Evet konu hakkında bilgi vermeye devam ediyorum.
04.07.2023 tarihinde Salı günü raporumu düzenleyen Haseki Eğitim Araştırma Hastanesine Hasekiye gittim. Ama ortada Haseki diye bir hastane yok. Orası Samatya Eğitim Araştırma Hastanesinin bir bölümü olmuş ve Haseki Sultangaziye (Gazi Osman Paşa) taşınmış. Sultangazi Belediyesi ile yan yana, sırt sırta, çok geniş araç otopark alanı var, bilmeyenler için duyurulur. Ama Haseki neresi, Sultangazi neresi? İstanbul gibi trafiği berbat bir şehirde dünyanın yolu, dünyanın mesafesi. Ayrıca Sultangazide Bezmialem Vakıfın da bir bölümü var.

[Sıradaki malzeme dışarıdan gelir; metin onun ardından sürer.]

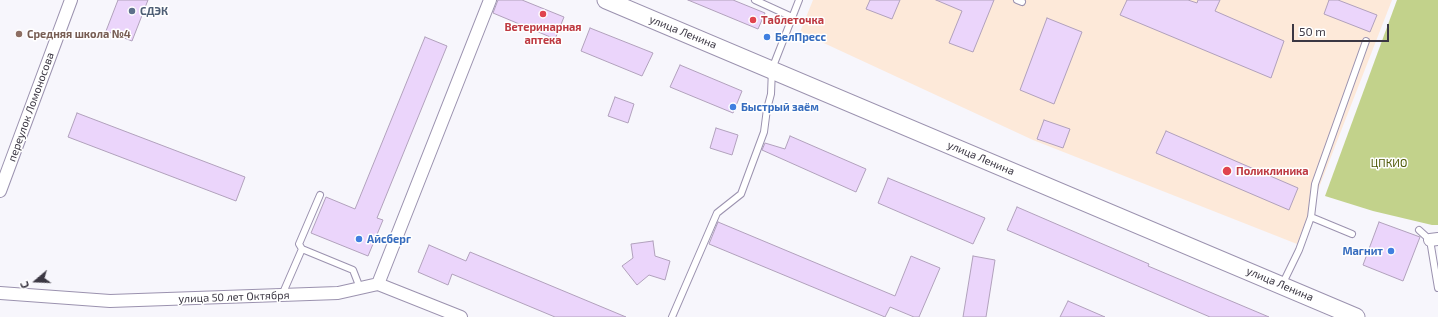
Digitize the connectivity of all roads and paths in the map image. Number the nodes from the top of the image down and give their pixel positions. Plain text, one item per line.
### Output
1 (71, 0) edge
2 (490, 0) edge
3 (606, 0) edge
4 (755, 0) edge
5 (799, 0) edge
6 (792, 17) junction
7 (1366, 41) dead end
8 (772, 69) junction
9 (0, 191) edge
10 (320, 195) dead end
11 (1311, 217) junction
12 (1419, 230) dead end
13 (1352, 234) dead end
14 (1434, 240) edge
15 (302, 249) junction
16 (378, 284) junction
17 (1282, 285) junction
18 (360, 288) junction
19 (1438, 288) edge
20 (0, 293) edge
21 (282, 295) junction
22 (461, 317) edge
23 (672, 317) edge
24 (1356, 317) edge

1 - 9 street, переулок Ломоносова
2 - 16 street
3 - 8 street, улица Ленина
4 - 6 lane
5 - 6 lane
6 - 8 lane
7 - 11 lane
8 - 17 street, улица Ленина
8 - 23 lane
10 - 15 lane
11 - 13 lane
11 - 17 lane
12 - 14 lane
14 - 19 lane
15 - 18 lane
15 - 21 lane
16 - 18 street, улица 50 лет Октября
16 - 22 street
17 - 24 street, улица Ленина
18 - 21 street, улица 50 лет Октября
20 - 21 street, улица 50 лет Октября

Neyse biz konumuza dönersek Sıhhi Kurula gittim ve Sağlık Bakanlığı 184 hattından, Ensar Beyden, aldığım teklif doğrultusunda, ilgili görevliden SÜREKLİ KAYDI BULUNAN raporumun Ulusal Engelli Veri Bankasına işlenmesini talep ettim ve bu talebin sadece benim değil Bakanlığın da talebi olduğunu özellikle belirttim. Görevli bunu kabul etmedi, sisteme kaydın mümkün olmadığını söyledi. Gerekçe olarak öne sürdüğü bahanelerden en ilginç ve komik olanı benim 1999 tarihli raporuma dair kendilerinde hiçbir kaydın bulunmuyor olmasıymış, arşivlerinde bu rapor yokmuş. Böyle bir saçma şey olur mu? 100-200 yıl öncesine ait kayıtlar ortaya çıkarılıyor, tahrir defterleri, Edirnedeki Balkan Hastanesi kayıtları, Çanakkale savaşları kayıtları mesela bunlara dair birkaç misal. Ama arkadaş 1999 yılına ait kayıtlar yok, arşivde yok diyor. Rapor numaralarını neye göre veriyorlar mesela? Kafadan mı sallıyorlar?

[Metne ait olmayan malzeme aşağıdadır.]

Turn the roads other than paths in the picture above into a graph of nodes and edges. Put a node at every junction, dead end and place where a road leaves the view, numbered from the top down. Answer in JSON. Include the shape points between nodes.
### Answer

Hiç laf dalaşına girmedim, raporumu sisteme kaydedip etmeyeceğini bir kez daha sordum ve menfi cevap alınca durumu bir yerlere bildireceğimi, ama bildirmeden önce tüm yollara başvurduğunu ispatlamak için bu görüşmeyi kayda aldığımı görevliye söyledim. Kayıt lafını duyunca görevli hastanede kayıt almanın yasak olduğunu söyleyerek güvenliği çağırdı ve güvenlik kaydı silmemi rica etti. Güvenliğe telefonu verdim ve kendisinin silmesini istedim. Güvenlik kaydı sildi, daha doğrusu sildiğini zannetti. Bu esnada hastane polisi de geldi. Filmi düşünebiliyor musunuz? Sanki esrar eroin sattık, sanki adam öldürdük veya hırsızlık yaptık.
Hastanenin talebim kabul etmeyeceğini tahmin ediyordum hatta emindim ve tam da düşündüğüm gibi oldu ama ben her yolu denediğime dair elimde kayıtlar var.
Yarın öbür gün bir ara 184 ile tekrar görüşeceğim zira benden haber bekliyorlar ve durumu anlatacağım, elimde görüşme kaydı olduğunu herhalde söylemeyeceğim.
Akabinde de görüşme kaydı CDsi de dahil olmak üzere tüm belgeleri ekleyerek bir yerlere konuyu intikal ettireceğim.
Maalesef tüm mesleklerde sistem böyle. Koltuklarında oturan bürokratlar sıkıntıyı çekenin derdini anlamıyorlar. Aman canım yapı versinler, ediversinler, azıcık uğraşsınlar, koştursunlar diyorlar ve anamızı ağlatıyorlar. Bir rapor çıkartma angaryasını, zorluklarını, aynı hastalık veya sakatlık için farklı farklı derecelendirme yapıldığını ya bilmiyorlar ya da biliyorlar da umursamıyorlar.
Sürekli rapor için özetle ve mealen hastalık veya sakatlıkta değişiklik oluşmamışsa tekrar daha rapor istenmez diyor mevzuat ama adam eski rapor bu rapor, arşivde kayıt yok bahanesi ile işi zora koşuyor.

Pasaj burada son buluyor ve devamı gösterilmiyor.